**PROBLEM:** Output exactly the lines from the first line of the records below through the line containing "index pip: (371, 131)", both included, leaving out any pictures.

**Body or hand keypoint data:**
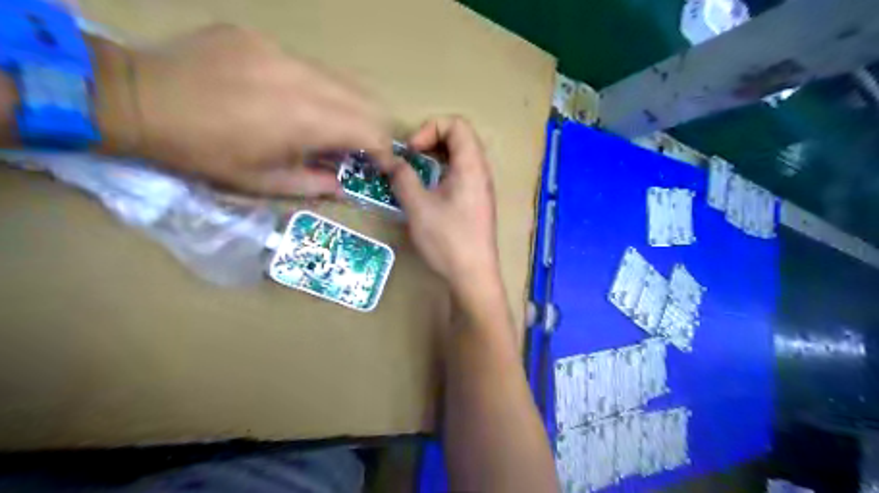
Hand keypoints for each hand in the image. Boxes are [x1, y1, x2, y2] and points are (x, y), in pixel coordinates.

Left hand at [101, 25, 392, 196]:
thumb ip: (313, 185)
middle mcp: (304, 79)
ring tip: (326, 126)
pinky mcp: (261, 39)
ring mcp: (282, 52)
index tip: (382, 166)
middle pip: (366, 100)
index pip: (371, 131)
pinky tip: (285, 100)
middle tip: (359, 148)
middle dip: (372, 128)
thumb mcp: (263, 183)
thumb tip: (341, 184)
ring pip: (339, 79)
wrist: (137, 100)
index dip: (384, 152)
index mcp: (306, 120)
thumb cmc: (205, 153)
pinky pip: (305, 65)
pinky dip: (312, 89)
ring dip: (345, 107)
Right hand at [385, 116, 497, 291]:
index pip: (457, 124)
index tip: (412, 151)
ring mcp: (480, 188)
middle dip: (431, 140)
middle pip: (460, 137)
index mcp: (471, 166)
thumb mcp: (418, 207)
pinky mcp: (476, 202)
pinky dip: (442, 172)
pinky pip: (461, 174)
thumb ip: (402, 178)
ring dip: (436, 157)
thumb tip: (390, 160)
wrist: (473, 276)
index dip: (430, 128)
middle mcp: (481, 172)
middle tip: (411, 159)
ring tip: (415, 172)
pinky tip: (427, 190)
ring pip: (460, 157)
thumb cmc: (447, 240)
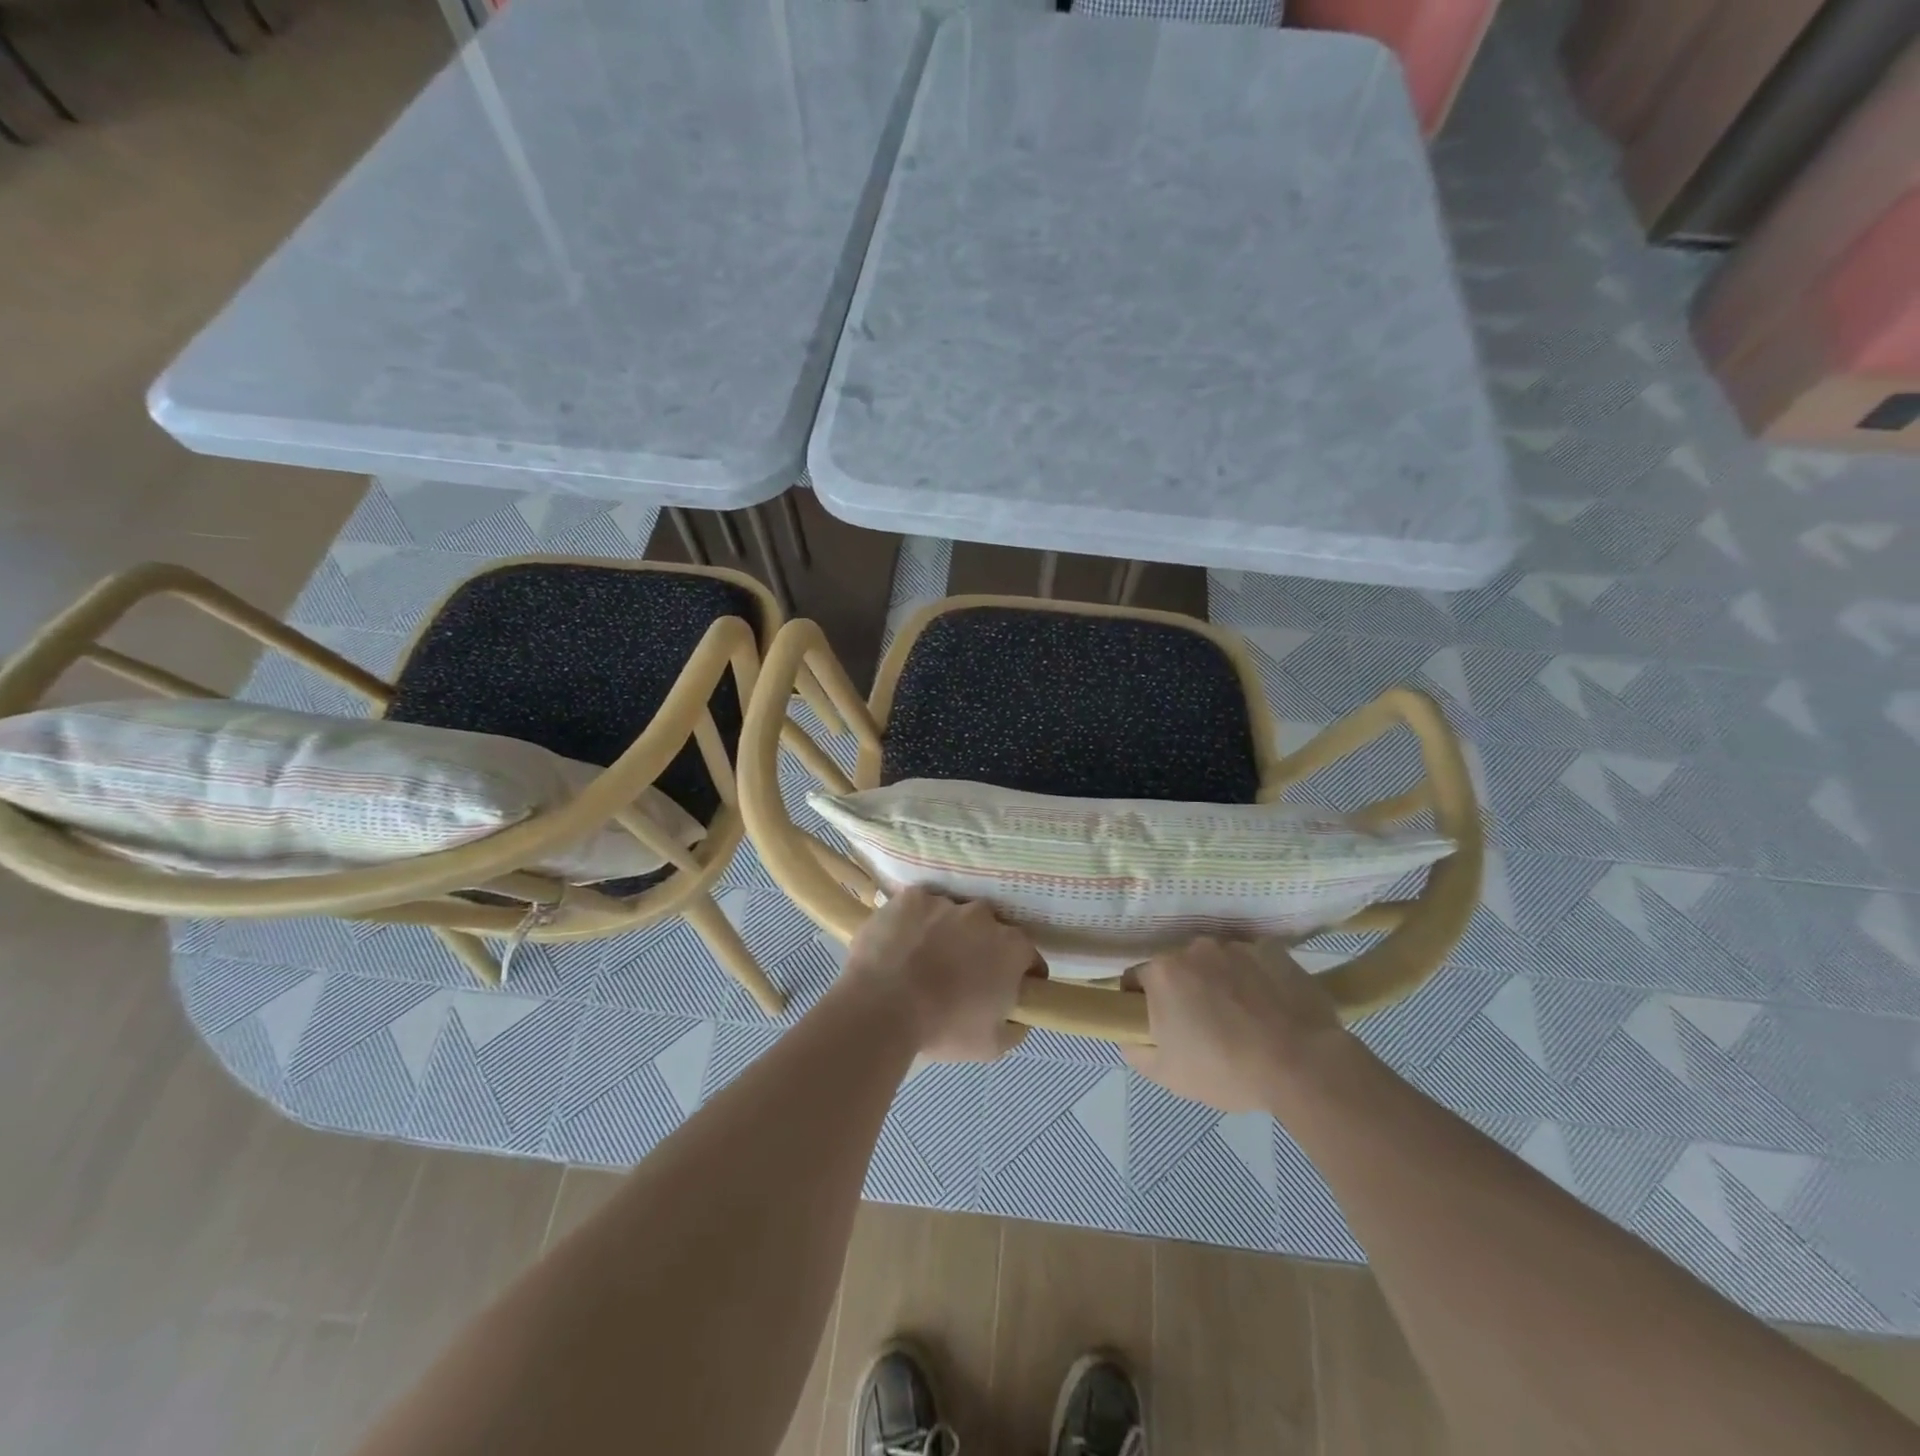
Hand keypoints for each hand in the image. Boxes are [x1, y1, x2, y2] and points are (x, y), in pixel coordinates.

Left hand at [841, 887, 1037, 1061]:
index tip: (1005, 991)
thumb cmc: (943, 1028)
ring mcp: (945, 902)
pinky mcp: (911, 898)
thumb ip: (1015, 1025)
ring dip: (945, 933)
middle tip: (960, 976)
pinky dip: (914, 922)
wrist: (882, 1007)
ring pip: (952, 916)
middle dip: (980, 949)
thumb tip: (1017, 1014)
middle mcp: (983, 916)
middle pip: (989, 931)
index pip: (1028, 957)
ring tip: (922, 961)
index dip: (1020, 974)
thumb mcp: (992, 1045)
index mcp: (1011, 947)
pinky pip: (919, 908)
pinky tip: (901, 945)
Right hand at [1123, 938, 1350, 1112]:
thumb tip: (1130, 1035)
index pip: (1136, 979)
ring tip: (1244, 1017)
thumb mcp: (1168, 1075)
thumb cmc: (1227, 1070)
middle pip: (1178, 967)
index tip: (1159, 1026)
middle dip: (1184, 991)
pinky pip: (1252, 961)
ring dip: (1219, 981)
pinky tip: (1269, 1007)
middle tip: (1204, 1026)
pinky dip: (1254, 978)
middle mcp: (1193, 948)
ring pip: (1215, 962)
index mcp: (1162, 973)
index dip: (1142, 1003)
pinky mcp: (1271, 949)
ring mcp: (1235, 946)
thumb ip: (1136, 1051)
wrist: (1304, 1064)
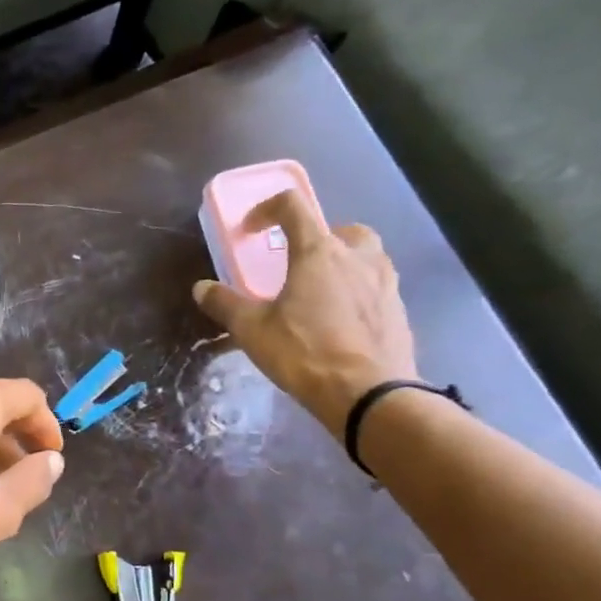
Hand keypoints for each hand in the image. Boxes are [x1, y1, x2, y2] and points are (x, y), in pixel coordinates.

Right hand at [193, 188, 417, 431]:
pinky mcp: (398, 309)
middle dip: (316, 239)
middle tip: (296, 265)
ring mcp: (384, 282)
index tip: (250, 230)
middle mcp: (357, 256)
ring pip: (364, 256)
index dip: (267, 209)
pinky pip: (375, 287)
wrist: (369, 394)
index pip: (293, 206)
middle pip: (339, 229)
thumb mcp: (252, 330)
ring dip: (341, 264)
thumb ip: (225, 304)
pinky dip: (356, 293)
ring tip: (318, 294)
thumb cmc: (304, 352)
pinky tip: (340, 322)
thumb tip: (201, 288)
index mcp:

**SOLUTION FOR THIS EXERCISE:**
Hand keypoints for each hand in the image. Boxes are [x1, y1, x2, y2] and points are (x, y), in pixel coordinates.

Left hand at [101, 25, 392, 196]:
thumb ip: (313, 185)
middle mcp: (304, 79)
ring tip: (326, 126)
pinky mcp: (261, 39)
ring mcp: (282, 52)
index tip: (382, 166)
middle pip: (366, 100)
index pip: (371, 131)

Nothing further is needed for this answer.